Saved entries
══════
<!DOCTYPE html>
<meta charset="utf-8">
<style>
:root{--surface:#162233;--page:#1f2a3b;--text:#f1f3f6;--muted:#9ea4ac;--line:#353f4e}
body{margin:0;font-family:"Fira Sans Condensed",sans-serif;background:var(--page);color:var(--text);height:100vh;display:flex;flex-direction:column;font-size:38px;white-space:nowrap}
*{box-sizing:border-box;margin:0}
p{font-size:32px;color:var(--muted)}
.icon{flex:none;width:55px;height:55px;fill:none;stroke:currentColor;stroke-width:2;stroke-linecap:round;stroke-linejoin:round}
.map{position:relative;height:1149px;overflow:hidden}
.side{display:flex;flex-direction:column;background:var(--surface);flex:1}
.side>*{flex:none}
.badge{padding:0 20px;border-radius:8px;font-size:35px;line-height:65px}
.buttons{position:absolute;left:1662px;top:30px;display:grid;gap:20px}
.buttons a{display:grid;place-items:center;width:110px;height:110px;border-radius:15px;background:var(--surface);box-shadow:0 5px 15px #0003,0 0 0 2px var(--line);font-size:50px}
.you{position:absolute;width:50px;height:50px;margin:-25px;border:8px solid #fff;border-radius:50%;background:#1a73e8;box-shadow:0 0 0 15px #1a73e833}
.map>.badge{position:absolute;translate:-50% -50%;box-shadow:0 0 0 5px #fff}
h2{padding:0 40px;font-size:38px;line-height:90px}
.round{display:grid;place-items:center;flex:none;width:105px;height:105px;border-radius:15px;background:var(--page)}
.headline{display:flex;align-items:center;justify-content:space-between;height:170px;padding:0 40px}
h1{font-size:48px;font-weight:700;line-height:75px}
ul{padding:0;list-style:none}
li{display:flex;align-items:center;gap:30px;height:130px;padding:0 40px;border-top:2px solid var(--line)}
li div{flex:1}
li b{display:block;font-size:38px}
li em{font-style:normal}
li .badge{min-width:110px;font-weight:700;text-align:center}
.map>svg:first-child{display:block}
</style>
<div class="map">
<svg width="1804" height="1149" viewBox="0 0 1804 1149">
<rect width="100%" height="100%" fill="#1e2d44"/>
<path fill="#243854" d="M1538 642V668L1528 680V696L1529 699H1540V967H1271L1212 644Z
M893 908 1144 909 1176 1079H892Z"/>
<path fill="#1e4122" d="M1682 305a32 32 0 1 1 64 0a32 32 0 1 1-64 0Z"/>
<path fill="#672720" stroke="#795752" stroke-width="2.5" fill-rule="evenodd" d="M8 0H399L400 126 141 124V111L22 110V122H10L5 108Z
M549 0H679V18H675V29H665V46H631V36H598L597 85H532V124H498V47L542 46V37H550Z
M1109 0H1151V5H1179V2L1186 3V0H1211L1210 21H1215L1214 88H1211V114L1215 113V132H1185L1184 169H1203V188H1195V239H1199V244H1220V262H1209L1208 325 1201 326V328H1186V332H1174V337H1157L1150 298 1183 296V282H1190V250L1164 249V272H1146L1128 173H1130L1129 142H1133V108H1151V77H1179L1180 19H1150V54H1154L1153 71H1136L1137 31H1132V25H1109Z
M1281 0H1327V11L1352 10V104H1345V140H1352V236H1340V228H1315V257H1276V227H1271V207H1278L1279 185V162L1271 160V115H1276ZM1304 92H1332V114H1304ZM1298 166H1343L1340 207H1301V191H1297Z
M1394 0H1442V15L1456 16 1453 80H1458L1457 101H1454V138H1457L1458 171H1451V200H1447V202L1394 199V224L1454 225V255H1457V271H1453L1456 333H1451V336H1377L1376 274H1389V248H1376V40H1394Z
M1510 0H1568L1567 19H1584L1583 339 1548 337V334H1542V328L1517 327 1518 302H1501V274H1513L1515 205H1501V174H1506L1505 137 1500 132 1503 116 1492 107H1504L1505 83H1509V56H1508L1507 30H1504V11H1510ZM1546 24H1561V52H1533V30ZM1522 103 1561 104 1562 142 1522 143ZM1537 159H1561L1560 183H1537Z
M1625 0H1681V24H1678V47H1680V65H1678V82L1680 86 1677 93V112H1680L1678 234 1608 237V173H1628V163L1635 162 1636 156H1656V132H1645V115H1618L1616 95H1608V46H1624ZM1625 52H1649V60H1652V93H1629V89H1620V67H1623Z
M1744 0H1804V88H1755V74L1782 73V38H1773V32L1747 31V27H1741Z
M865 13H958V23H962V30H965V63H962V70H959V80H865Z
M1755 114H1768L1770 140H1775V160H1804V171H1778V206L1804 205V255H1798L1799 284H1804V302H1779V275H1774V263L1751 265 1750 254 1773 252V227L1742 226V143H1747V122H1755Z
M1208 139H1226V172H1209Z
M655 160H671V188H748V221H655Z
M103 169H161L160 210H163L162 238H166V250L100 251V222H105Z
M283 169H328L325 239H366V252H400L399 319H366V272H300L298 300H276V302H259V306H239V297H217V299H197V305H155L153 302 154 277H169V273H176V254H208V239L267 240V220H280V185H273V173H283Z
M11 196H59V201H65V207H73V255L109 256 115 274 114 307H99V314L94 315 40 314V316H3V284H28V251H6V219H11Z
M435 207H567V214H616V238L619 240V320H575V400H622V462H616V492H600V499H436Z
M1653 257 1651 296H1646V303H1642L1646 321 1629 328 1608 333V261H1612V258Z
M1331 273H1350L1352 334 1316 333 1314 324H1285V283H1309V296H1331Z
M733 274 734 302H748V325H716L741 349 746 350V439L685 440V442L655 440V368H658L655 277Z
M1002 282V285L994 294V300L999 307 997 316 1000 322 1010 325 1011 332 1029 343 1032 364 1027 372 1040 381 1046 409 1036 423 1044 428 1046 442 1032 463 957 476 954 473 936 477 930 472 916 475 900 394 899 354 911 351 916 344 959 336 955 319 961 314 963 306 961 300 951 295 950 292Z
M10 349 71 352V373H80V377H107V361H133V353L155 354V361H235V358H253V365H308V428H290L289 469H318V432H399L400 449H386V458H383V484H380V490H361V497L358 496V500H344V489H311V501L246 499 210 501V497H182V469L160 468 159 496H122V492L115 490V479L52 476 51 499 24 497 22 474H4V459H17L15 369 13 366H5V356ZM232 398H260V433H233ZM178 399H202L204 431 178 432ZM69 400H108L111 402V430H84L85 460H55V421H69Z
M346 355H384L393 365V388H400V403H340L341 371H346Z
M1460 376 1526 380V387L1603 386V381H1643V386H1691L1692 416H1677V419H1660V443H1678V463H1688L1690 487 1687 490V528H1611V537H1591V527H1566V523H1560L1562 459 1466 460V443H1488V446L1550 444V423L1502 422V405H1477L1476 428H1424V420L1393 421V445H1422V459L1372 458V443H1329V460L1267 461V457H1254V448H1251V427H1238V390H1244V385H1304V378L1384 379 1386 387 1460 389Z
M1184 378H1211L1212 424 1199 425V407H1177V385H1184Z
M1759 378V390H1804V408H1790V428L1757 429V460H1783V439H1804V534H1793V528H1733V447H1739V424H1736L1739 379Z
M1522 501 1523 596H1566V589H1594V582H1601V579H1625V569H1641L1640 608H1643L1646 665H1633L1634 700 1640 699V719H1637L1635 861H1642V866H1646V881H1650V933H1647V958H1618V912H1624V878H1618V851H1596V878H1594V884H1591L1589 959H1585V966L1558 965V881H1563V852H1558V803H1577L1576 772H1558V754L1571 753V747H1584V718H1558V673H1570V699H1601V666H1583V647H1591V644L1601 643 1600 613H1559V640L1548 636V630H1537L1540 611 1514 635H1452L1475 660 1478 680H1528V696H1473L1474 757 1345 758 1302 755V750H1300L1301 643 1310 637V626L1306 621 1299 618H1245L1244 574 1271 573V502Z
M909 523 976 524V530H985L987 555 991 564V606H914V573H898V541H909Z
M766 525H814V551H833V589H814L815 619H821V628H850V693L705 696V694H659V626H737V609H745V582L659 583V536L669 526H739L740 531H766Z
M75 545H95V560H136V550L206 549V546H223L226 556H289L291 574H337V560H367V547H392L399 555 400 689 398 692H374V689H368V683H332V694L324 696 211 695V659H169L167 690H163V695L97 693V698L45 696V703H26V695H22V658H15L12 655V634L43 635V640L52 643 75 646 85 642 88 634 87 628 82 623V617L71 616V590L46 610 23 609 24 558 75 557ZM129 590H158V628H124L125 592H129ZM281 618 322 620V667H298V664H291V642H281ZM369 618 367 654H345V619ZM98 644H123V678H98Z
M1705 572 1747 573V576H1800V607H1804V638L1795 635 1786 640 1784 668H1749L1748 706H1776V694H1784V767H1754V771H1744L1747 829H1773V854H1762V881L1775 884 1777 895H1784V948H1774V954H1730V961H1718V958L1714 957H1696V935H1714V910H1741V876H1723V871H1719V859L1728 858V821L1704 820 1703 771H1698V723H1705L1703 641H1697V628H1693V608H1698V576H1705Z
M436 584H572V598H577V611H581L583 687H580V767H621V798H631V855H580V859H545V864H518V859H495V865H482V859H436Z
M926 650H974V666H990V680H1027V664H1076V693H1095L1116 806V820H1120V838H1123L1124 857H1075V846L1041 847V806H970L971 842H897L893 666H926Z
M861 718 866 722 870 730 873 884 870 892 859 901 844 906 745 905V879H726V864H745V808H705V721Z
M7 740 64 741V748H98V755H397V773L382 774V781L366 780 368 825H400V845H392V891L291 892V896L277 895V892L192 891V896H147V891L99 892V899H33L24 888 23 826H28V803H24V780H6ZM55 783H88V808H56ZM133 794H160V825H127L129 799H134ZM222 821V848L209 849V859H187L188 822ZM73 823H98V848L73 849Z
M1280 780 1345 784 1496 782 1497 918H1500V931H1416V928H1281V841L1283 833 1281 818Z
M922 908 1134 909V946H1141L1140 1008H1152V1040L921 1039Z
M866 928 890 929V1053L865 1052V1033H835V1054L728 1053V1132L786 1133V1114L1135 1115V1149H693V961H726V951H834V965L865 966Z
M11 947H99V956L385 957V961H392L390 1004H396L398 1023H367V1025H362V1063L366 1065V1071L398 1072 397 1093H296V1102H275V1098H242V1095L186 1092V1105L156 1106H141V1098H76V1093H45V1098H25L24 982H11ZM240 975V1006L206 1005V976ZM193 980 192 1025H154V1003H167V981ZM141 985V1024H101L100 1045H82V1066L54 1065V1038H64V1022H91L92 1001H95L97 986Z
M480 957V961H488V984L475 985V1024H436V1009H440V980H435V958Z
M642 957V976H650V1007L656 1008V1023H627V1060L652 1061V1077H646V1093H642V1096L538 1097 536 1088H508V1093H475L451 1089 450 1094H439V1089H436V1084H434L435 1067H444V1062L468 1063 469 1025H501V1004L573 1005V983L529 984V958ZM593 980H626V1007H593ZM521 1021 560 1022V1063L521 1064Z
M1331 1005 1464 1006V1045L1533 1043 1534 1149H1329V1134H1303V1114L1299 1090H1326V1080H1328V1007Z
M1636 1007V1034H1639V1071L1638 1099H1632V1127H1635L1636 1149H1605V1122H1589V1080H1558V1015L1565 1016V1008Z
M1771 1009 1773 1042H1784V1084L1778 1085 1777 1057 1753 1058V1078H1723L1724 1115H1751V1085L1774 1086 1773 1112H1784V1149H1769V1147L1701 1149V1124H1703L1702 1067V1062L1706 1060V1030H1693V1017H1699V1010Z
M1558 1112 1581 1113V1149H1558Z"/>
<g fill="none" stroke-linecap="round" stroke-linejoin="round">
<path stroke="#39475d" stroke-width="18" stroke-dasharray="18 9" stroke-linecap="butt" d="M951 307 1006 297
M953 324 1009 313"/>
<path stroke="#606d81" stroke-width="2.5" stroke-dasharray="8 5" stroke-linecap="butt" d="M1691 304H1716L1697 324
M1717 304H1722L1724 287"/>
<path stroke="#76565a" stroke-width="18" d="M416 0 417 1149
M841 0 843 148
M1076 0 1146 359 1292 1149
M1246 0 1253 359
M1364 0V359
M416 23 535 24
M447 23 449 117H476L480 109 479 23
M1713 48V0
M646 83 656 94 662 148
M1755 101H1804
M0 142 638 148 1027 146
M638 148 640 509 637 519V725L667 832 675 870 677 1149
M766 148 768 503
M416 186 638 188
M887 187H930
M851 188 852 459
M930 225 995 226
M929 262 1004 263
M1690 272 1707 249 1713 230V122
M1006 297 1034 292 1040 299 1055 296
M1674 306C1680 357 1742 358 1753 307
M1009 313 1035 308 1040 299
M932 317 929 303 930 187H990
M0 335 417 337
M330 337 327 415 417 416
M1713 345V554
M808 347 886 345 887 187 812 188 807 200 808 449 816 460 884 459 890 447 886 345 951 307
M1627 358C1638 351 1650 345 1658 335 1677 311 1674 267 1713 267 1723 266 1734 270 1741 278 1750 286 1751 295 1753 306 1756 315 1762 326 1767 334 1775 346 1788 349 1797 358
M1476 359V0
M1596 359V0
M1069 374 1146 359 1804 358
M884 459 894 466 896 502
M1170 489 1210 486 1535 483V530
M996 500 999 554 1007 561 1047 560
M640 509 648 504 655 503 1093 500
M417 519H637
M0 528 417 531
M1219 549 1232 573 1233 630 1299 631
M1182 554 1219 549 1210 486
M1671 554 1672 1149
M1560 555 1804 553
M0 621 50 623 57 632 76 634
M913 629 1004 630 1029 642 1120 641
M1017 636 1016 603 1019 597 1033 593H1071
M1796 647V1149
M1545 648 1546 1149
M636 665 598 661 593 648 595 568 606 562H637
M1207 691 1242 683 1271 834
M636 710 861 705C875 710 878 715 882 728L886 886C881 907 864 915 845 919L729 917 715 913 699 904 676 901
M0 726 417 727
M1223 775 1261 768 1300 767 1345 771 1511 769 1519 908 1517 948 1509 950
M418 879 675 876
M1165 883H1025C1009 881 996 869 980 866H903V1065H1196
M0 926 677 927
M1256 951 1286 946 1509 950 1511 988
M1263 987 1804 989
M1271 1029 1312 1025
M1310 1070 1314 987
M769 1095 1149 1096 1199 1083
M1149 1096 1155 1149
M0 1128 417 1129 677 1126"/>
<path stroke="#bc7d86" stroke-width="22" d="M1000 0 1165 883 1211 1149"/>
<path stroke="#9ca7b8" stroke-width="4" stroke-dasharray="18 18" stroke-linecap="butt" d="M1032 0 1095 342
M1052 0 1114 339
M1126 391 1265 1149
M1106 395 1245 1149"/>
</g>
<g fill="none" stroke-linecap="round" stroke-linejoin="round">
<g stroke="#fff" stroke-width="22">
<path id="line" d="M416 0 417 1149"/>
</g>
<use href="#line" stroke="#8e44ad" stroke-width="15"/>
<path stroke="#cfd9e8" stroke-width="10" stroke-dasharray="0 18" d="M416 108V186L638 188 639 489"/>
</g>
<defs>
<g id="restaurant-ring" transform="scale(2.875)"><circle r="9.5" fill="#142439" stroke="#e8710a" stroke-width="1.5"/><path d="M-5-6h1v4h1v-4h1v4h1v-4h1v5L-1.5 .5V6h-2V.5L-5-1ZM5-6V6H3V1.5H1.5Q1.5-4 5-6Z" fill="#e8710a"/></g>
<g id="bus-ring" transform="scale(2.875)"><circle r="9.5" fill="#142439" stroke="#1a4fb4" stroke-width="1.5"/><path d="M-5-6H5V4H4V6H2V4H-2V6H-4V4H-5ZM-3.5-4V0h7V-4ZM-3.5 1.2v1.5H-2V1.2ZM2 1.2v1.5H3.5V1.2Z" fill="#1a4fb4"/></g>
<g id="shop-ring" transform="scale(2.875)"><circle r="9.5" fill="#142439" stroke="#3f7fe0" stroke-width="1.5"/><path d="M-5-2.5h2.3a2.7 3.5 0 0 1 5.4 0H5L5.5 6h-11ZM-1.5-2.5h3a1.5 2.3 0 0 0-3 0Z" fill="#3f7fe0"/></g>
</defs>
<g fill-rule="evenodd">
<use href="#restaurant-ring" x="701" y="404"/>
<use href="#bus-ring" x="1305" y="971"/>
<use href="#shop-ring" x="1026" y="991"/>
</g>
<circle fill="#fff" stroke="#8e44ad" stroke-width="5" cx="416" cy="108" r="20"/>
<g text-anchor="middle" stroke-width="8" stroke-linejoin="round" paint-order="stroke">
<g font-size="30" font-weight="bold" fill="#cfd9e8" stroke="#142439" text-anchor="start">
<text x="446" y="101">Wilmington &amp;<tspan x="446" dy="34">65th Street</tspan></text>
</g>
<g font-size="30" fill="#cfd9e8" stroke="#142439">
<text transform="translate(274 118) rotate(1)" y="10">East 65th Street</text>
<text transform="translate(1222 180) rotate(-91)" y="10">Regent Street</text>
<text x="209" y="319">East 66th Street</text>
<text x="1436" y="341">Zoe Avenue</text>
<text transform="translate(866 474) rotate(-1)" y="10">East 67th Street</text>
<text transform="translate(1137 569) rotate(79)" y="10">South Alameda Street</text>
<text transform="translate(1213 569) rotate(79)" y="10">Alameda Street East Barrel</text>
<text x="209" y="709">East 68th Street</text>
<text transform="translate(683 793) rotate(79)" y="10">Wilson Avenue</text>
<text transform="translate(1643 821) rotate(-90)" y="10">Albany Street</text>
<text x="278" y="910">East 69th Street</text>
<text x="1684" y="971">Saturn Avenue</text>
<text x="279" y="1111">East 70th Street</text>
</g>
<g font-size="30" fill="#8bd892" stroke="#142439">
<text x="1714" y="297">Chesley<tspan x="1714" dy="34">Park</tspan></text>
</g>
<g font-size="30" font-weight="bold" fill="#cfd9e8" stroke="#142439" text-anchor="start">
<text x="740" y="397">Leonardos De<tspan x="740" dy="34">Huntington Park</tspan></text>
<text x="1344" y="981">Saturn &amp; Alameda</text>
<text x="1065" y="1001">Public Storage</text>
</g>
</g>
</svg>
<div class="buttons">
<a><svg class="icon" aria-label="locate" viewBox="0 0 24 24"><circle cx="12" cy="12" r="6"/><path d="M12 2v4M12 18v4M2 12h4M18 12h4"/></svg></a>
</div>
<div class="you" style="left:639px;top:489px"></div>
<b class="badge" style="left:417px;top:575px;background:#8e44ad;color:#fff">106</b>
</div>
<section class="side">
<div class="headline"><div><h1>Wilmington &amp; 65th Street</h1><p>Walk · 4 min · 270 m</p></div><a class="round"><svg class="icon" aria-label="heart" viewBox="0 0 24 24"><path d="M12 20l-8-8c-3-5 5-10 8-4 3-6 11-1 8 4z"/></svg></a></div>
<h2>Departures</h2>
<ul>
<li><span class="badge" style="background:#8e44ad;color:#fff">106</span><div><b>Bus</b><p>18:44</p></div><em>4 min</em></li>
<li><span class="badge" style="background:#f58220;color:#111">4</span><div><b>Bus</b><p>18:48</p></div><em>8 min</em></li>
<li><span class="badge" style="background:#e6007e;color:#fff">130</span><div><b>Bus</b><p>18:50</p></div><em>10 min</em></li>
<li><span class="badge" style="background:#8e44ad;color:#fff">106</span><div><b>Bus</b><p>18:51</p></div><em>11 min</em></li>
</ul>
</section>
══════
• What is being asked:
Wherever the word "column" appears in the entries above, copy that whole line.

• Exercise result:
body{margin:0;font-family:"Fira Sans Condensed",sans-serif;background:var(--page);color:var(--text);height:100vh;display:flex;flex-direction:column;font-size:38px;white-space:nowrap}
.side{display:flex;flex-direction:column;background:var(--surface);flex:1}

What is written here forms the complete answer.